Reason three: Continuous device operability
Another great reason to adopt physical hardware visibility is to ensure the continued operability of devices across the entire spectrum of the healthcare industry. Medical devices, specifically, must always be fully operational as they are vital in sustaining and maintaining human life; a failure of these devices could lead to deadly consequences, and there is no room for error when it comes to dealing with the lives of others. Layer 1 visibility enables continuous monitoring of all devices in your network, making sure the hardware operates as intended and detecting when any changes get made to the Bill of Materials. Furthermore, by verifying a device’s integrity, Layer 1 visibility aids in the prevention of predisposed device problems that can hinder operability; HDOs can be sure that the product received aligns with what was ordered, and that no refurbishments have unknowingly been made to the device. Lastly, continuous device operability is maintained by accounting for previously unknown hardware vulnerabilities. Whether the device itself becomes inoperable, or causes other devices to malfunction, Layer 1 visibility guarantees that hardware vulnerabilities don’t slip under the radar.
Reason four: Regulation
The healthcare industry is known for having some of the strictest regulations and levels of compliance it must meet. One primary example of such a binding regulation is the Health Insurance Portability and Accountability Act of 1996 (HIPAA), which, in short, stipulates that the personal information of patients is maintained by the healthcare industry and must be protected and addressed. Hospitals and insurance companies take this act very seriously due to the fact that any breach of compliance can result in hefty fines and penalties for the perpetrator. Luckily, one way to prevent facing such penalties is through Layer 1 visibility. Thanks to the aforementioned reasons, Layer 1 visibility enhances the entity’s hardware security posture (and overall cybersecurity posture), ensuring that hardware devices, and their associated risks, are properly managed so that patient data remains protected.
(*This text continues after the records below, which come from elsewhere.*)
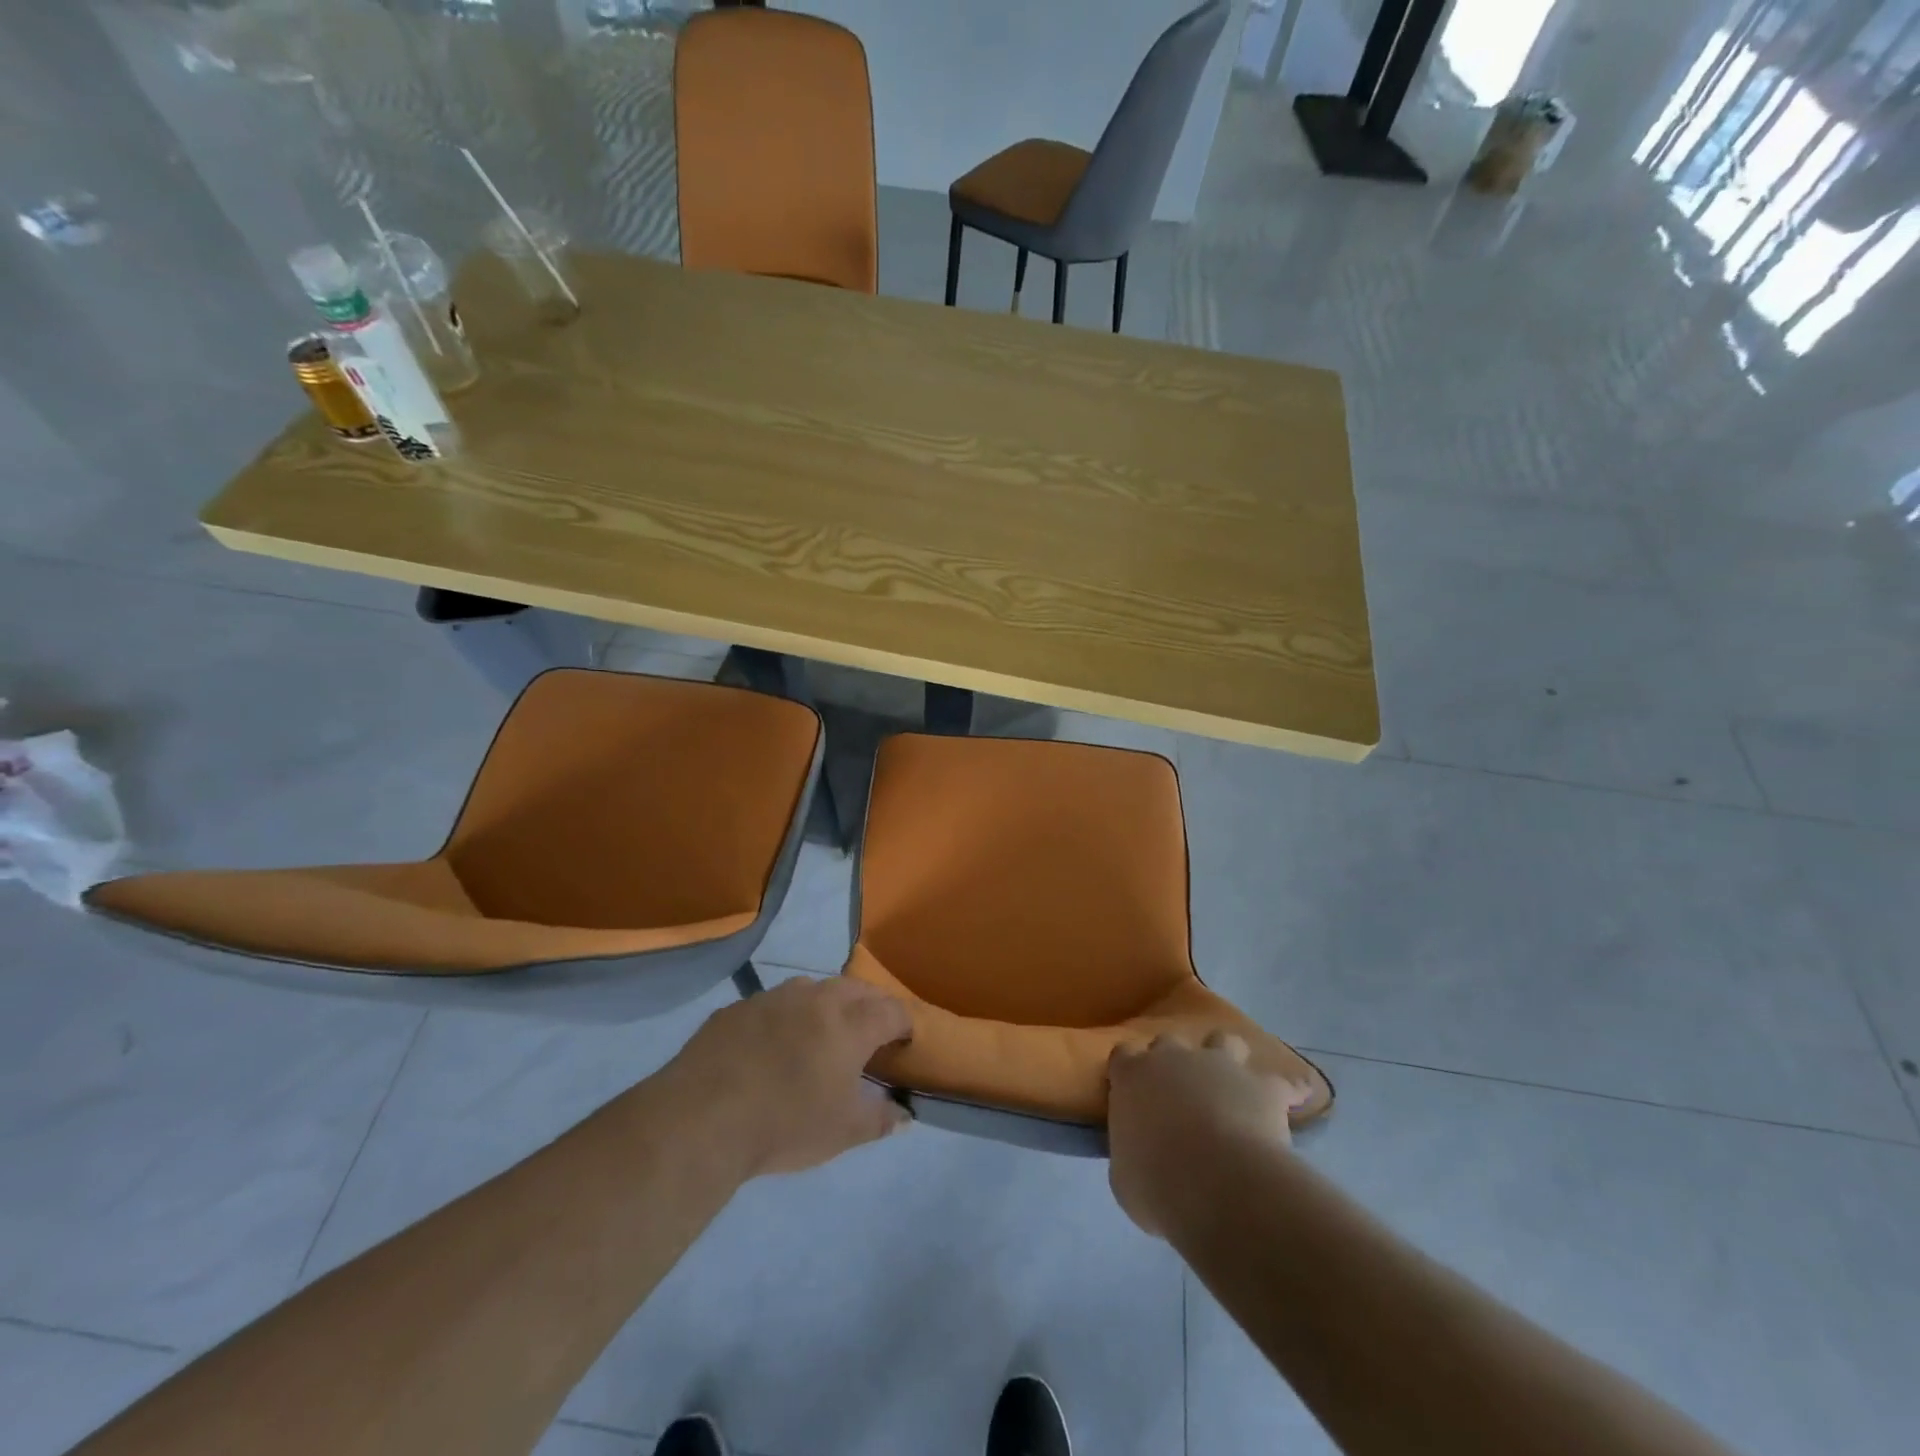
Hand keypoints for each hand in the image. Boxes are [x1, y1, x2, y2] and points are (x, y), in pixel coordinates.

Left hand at [665, 975, 912, 1178]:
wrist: (702, 1118)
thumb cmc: (785, 1124)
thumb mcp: (842, 1132)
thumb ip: (879, 1119)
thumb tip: (905, 1116)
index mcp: (849, 1025)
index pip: (891, 1010)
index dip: (903, 1023)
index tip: (904, 1038)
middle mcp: (816, 999)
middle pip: (855, 989)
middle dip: (870, 1003)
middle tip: (871, 1028)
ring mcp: (773, 998)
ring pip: (812, 988)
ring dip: (826, 1002)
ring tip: (823, 1029)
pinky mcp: (737, 1008)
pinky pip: (772, 1003)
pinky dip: (785, 1016)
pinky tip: (772, 1043)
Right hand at [1107, 1031, 1313, 1236]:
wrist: (1215, 1184)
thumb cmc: (1157, 1183)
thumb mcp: (1125, 1178)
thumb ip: (1130, 1155)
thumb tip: (1141, 1157)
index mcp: (1132, 1076)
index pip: (1123, 1057)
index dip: (1130, 1071)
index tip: (1136, 1091)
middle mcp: (1173, 1058)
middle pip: (1169, 1042)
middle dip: (1175, 1062)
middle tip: (1181, 1094)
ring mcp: (1220, 1065)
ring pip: (1223, 1040)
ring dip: (1227, 1057)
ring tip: (1234, 1083)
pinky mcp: (1262, 1086)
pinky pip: (1283, 1083)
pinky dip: (1289, 1091)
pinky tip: (1296, 1100)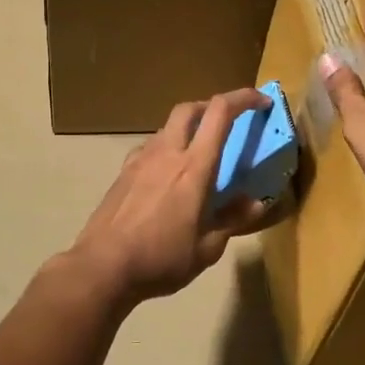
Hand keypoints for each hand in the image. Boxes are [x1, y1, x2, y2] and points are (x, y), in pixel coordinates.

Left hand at [68, 87, 273, 303]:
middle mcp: (166, 153)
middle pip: (189, 108)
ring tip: (198, 154)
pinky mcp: (122, 173)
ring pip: (167, 127)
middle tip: (228, 122)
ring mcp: (140, 160)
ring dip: (187, 129)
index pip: (220, 113)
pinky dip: (165, 149)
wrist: (103, 266)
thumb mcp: (207, 248)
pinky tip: (167, 175)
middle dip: (211, 106)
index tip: (261, 102)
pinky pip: (149, 148)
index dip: (243, 98)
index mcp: (194, 167)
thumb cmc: (161, 259)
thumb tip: (255, 203)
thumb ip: (232, 220)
So here you have it, four reasons why you should think twice about Layer 1 visibility and how it can be incorporated into the healthcare industry. Ensuring proper visibility and access control in the workplace is vital in navigating the vast expanding Sahara of IoMTs. Should you ever encounter yourself in a situation where you are asked for four reasons why Layer 1 visibility is essential, you will now have the knowledge to answer them on the spot!